**YOUR OBJECTIVE**
Search the data for the string "CARPE" and gather each line it is in.

Recorded data:
· · · · ·
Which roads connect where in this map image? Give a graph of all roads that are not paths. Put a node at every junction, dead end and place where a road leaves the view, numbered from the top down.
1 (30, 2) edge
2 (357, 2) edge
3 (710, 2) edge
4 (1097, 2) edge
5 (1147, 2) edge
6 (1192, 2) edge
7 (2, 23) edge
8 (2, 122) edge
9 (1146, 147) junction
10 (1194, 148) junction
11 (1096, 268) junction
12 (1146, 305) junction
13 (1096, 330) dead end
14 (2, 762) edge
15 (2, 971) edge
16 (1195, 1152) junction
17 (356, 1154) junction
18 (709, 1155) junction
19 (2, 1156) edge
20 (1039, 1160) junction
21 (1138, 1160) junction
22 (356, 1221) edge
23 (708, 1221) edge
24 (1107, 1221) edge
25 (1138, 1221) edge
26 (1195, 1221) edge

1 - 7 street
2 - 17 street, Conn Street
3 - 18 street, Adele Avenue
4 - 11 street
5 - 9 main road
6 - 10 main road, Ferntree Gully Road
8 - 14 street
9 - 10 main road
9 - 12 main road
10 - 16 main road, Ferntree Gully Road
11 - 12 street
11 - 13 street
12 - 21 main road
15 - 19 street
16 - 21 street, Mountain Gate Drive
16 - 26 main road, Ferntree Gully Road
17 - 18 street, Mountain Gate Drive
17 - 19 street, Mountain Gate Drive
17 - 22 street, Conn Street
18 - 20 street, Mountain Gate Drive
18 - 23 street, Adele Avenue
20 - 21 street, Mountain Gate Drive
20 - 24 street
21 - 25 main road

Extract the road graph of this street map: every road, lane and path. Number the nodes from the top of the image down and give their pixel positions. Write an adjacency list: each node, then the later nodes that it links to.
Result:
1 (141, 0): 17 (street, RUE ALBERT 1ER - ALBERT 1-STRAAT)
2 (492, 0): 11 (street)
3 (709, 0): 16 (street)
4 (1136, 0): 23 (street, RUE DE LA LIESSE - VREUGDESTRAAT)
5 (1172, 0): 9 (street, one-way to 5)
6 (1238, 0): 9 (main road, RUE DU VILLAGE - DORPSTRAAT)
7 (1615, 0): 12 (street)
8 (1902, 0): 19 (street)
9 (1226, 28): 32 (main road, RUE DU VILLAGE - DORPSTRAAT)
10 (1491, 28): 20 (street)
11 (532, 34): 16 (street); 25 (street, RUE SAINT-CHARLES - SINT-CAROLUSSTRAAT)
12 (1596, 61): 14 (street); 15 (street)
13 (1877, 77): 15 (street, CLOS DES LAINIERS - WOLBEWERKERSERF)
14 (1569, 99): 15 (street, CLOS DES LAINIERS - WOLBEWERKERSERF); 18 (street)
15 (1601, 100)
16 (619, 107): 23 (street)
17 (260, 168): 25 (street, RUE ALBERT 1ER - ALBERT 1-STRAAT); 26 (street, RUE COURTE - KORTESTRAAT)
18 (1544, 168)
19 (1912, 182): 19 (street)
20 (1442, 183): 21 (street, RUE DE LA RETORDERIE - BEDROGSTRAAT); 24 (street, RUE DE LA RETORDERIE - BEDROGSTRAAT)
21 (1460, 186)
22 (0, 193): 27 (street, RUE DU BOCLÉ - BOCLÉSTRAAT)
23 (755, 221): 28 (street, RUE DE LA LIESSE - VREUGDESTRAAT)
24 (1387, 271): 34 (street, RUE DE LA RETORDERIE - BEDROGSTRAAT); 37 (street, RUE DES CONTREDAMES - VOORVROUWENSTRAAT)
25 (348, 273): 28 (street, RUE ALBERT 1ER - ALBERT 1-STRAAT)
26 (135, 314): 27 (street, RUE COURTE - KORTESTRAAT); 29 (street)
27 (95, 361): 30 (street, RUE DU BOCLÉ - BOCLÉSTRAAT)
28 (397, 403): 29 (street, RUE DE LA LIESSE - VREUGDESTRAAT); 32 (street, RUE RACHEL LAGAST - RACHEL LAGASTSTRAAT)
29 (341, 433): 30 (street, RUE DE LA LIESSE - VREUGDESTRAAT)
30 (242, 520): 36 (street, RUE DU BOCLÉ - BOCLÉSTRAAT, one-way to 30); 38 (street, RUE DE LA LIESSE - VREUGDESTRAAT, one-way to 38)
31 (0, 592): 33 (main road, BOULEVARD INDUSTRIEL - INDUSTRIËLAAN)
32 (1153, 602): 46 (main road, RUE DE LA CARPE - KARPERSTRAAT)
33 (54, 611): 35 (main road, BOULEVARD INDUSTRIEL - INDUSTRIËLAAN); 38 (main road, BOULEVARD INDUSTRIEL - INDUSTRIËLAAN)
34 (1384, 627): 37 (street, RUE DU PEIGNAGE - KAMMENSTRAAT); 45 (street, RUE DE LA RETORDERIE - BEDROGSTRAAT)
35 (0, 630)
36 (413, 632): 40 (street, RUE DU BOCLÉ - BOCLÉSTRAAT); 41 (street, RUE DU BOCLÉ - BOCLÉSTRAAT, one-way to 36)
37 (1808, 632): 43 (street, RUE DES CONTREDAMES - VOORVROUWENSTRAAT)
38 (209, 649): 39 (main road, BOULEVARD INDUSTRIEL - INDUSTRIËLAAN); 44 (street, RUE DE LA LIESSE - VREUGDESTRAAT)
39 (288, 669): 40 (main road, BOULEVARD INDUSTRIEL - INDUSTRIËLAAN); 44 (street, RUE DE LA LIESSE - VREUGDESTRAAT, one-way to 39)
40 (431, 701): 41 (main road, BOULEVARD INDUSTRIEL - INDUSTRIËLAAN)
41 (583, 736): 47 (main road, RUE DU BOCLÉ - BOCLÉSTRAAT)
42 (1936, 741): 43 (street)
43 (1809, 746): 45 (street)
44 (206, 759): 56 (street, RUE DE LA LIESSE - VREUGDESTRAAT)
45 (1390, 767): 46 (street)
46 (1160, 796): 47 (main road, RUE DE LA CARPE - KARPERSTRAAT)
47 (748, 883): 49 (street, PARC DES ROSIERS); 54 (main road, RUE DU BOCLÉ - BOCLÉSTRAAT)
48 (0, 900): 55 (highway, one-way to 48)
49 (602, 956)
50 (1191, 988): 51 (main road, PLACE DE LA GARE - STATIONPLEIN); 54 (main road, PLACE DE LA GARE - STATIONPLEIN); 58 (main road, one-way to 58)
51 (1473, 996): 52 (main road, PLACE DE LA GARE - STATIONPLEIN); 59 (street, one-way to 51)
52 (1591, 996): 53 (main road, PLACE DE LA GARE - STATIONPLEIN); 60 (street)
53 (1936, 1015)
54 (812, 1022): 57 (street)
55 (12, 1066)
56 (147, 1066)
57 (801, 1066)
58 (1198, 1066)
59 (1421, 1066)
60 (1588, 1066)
· · · · ·
**RESPONSE BELOW**
32 (1153, 602): 46 (main road, RUE DE LA CARPE - KARPERSTRAAT)
46 (1160, 796): 47 (main road, RUE DE LA CARPE - KARPERSTRAAT)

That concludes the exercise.